Wem nützt die Agenda 2010? 

Wenn man in diesen Tagen den Bundeskanzler und seine engsten Mitstreiter im Bundestag oder anderswo sprechen hört, könnte man die Frage stellen, 
was diese Führungsriege eigentlich von dem so viel gepriesenen mündigen Bundesbürger hält. Sie vermitteln den Eindruck, dass sie den größten Teil als politische Analphabeten betrachten und dass die Bundesbürger nicht in der Lage sind, die regierungsamtliche Heuchelei sowie die vielfach jämmerlichen Argumente zu durchschauen. 
Das gilt insbesondere für die sog. Agenda 2010, die darauf gerichtet ist, die Gewinne der Banken, Versicherungen und Konzerne nicht anzutasten und den Arbeitnehmern, Rentnern, Arbeitslosen und Sozialhilfeempfängern noch tiefer in die Taschen zu greifen.
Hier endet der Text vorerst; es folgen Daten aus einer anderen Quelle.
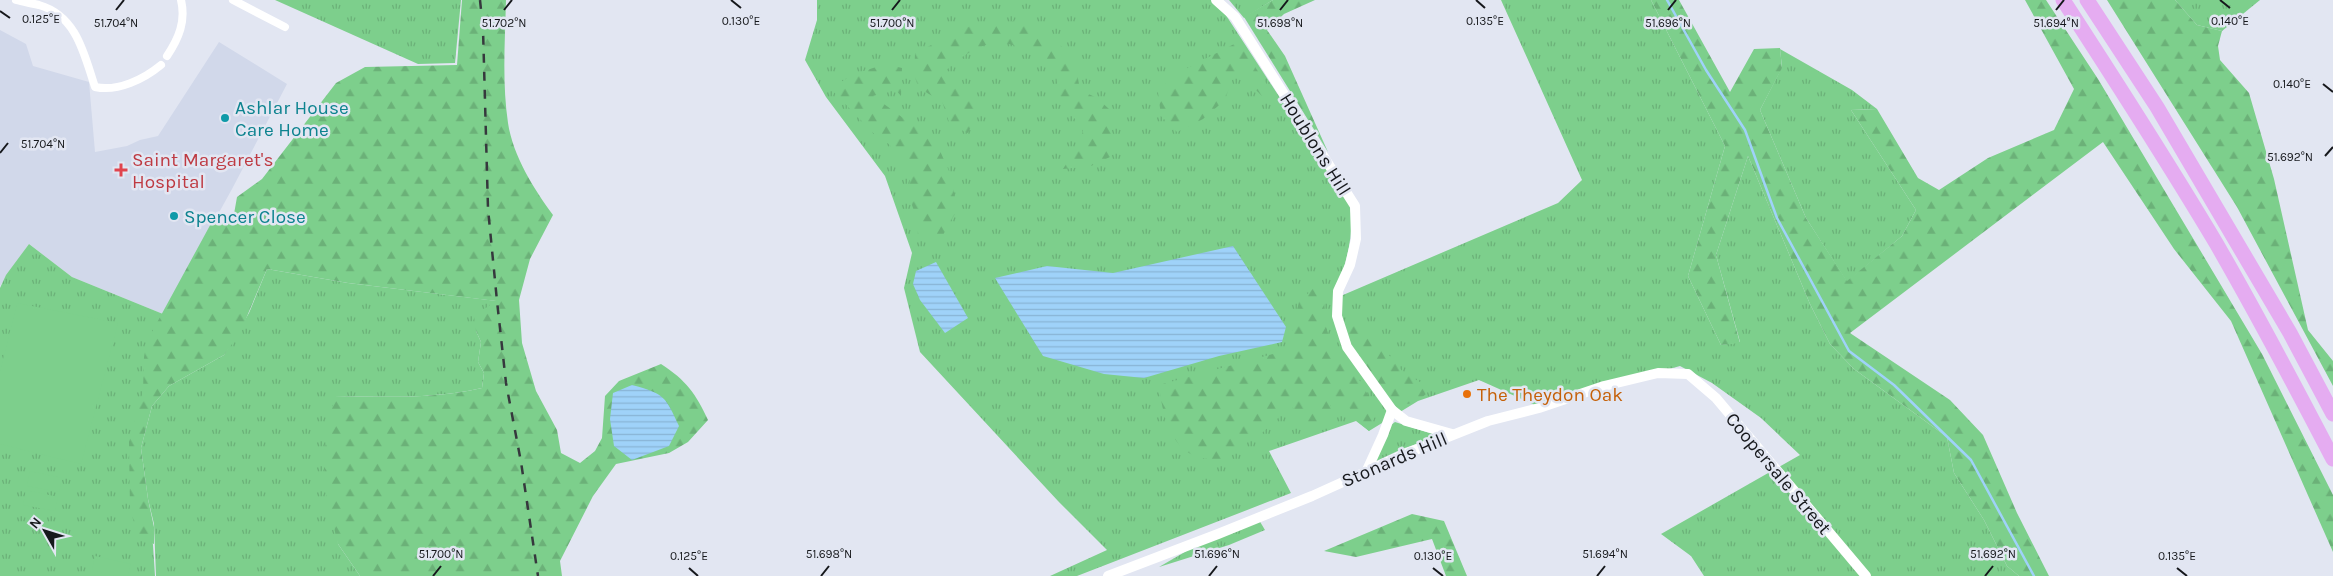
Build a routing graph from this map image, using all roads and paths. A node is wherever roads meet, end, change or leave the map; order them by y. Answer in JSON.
{"nodes":[{"id":1,"x":16,"y":0,"type":"edge"},
{"id":2,"x":181,"y":0,"type":"edge"},
{"id":3,"x":233,"y":0,"type":"edge"},
{"id":4,"x":1216,"y":0,"type":"edge"},
{"id":5,"x":2063,"y":0,"type":"edge"},
{"id":6,"x":2087,"y":0,"type":"edge"},
{"id":7,"x":285,"y":27,"type":"dead end"},
{"id":8,"x":167,"y":56,"type":"dead end"},
{"id":9,"x":161,"y":65,"type":"dead end"},
{"id":10,"x":1688,"y":374,"type":"joint"},
{"id":11,"x":1392,"y":410,"type":"junction"},
{"id":12,"x":2333,"y":414,"type":"edge"},
{"id":13,"x":1452,"y":434,"type":"junction"},
{"id":14,"x":2333,"y":459,"type":"edge"},
{"id":15,"x":1367,"y":470,"type":"junction"},
{"id":16,"x":1108,"y":576,"type":"edge"},
{"id":17,"x":1866,"y":576,"type":"edge"}],
"edges":[{"from":1,"to":9,"type":"street"},
{"from":2,"to":8,"type":"street"},
{"from":3,"to":7,"type":"street"},
{"from":4,"to":11,"type":"street","name":"Houblons Hill"},
{"from":5,"to":14,"type":"highway"},
{"from":6,"to":12,"type":"highway"},
{"from":10,"to":13,"type":"street","name":"Stonards Hill"},
{"from":10,"to":17,"type":"street","name":"Coopersale Street"},
{"from":11,"to":13,"type":"street","name":"Houblons Hill"},
{"from":11,"to":15,"type":"street"},
{"from":13,"to":15,"type":"street","name":"Stonards Hill"},
{"from":15,"to":16,"type":"street","name":"Stonards Hill"}]}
Wann werden die Regierenden begreifen, dass sich die Bürger des Jahres 2003 von denen der Jahre 1989/90 deutlich unterscheiden? Der größte Teil von ihnen hat inzwischen gelernt, aufmerksamer hinzusehen und nicht alles widerspruchslos hinzunehmen. Die "Agenda 2010" macht insbesondere die Arbeitslosen und die Sozialhilfeempfänger, aber auch die Rentner/innen zu den großen Verlierern. Während man den Arbeitslosen die Anspruchszeit auf Arbeitslosengeld kürzt und die Arbeitslosenhilfe auf Sozialhilfeniveau, wird durch die Festschreibung eines Rentenfreibetrages jede Rentenerhöhung automatisch zur Besteuerung frei-gegeben. Künftige Rentenerhöhungen sollen hinausgeschoben werden. 
Auf völliges Unverständnis und Protest stößt auch der Rürup-Vorschlag, das gesetzliche Rentenalter auf 67 Jahre anzuheben. Die Ergänzung der Rentenformel durch einen demographischen Faktor würde zudem bedeuten, dass die jährlichen Rentenerhöhungen, wenn sie denn noch gezahlt werden, deutlich geringer ausfallen. Die eigentlichen Verursacher und Nutznießer dieses rigiden Sozialabbaus, das große Kapital, werden nicht genannt. 
Es ist eine alte Erfahrung der Arbeiterbewegung, dass nur der konsequente gewerkschaftliche Kampf- gemeinsam mit allen Betroffenen - den geplanten Sozialabbau verhindern kann.